Here are some of the functions of alcohol in general

a) As a raw material synthesis of organic compounds

b) As a solvent

c) For the manufacture of synthetic detergents such as lauryl alcohol.

d) As the glass cleaner

e) For the animals are small collections of alcohol can be used as a preservative.

f) mixture of methanol and ethanol are blended with gasoline as fuel.

Reactions to Alcohol

                 -OH group is a functional group of alcohol and therefore most of the reactions occur in this cluster. Here are some of the reactions that occur in alcohol: the oxidation reaction, the replacement of the-OH group, the replacement of the H atom in the-OH group by acid groups, active metals and alkyl groups.

Oxidation

                    Alcohol with strong oxidizing agents such as H2SO4 + NA2Cr2O7 can undergo oxidation reactions.
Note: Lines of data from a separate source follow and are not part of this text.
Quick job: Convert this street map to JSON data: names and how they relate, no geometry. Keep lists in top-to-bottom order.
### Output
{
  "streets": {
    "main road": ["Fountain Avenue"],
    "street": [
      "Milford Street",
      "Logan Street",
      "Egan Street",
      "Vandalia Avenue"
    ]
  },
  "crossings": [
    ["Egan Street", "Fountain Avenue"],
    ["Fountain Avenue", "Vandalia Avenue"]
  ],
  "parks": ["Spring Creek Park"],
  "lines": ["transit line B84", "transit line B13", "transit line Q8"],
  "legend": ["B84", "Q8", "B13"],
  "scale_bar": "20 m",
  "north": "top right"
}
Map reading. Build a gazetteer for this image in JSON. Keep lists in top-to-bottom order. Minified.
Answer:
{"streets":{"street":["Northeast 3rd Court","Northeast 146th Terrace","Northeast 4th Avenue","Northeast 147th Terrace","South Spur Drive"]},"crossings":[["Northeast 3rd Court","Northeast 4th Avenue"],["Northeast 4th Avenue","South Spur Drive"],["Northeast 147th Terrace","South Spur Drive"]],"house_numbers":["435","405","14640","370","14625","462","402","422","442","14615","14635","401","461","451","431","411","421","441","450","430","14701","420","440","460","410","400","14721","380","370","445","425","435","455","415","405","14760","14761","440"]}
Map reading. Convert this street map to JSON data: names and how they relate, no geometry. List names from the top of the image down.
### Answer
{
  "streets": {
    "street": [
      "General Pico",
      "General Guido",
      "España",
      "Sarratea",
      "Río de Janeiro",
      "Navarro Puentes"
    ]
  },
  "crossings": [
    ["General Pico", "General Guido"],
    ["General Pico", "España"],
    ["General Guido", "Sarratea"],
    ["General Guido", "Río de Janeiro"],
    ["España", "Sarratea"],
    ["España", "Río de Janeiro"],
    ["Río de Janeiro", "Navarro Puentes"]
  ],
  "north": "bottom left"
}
The results obtained from the oxidation reaction varies depending on the type of alcohol. Akohol primary if aldehyde is oxidized generating an excessive amount of oxidants will still continue memebntuk oxidation of carboxylic acids, secondary alcohols produce ketones whereas tertiary alcohols produce a mixture of carboxylic acids and ketones. The reaction between primary alcohols, secondary and tertiary NA2Cr2O7 + H2SO4 can be seen in the example.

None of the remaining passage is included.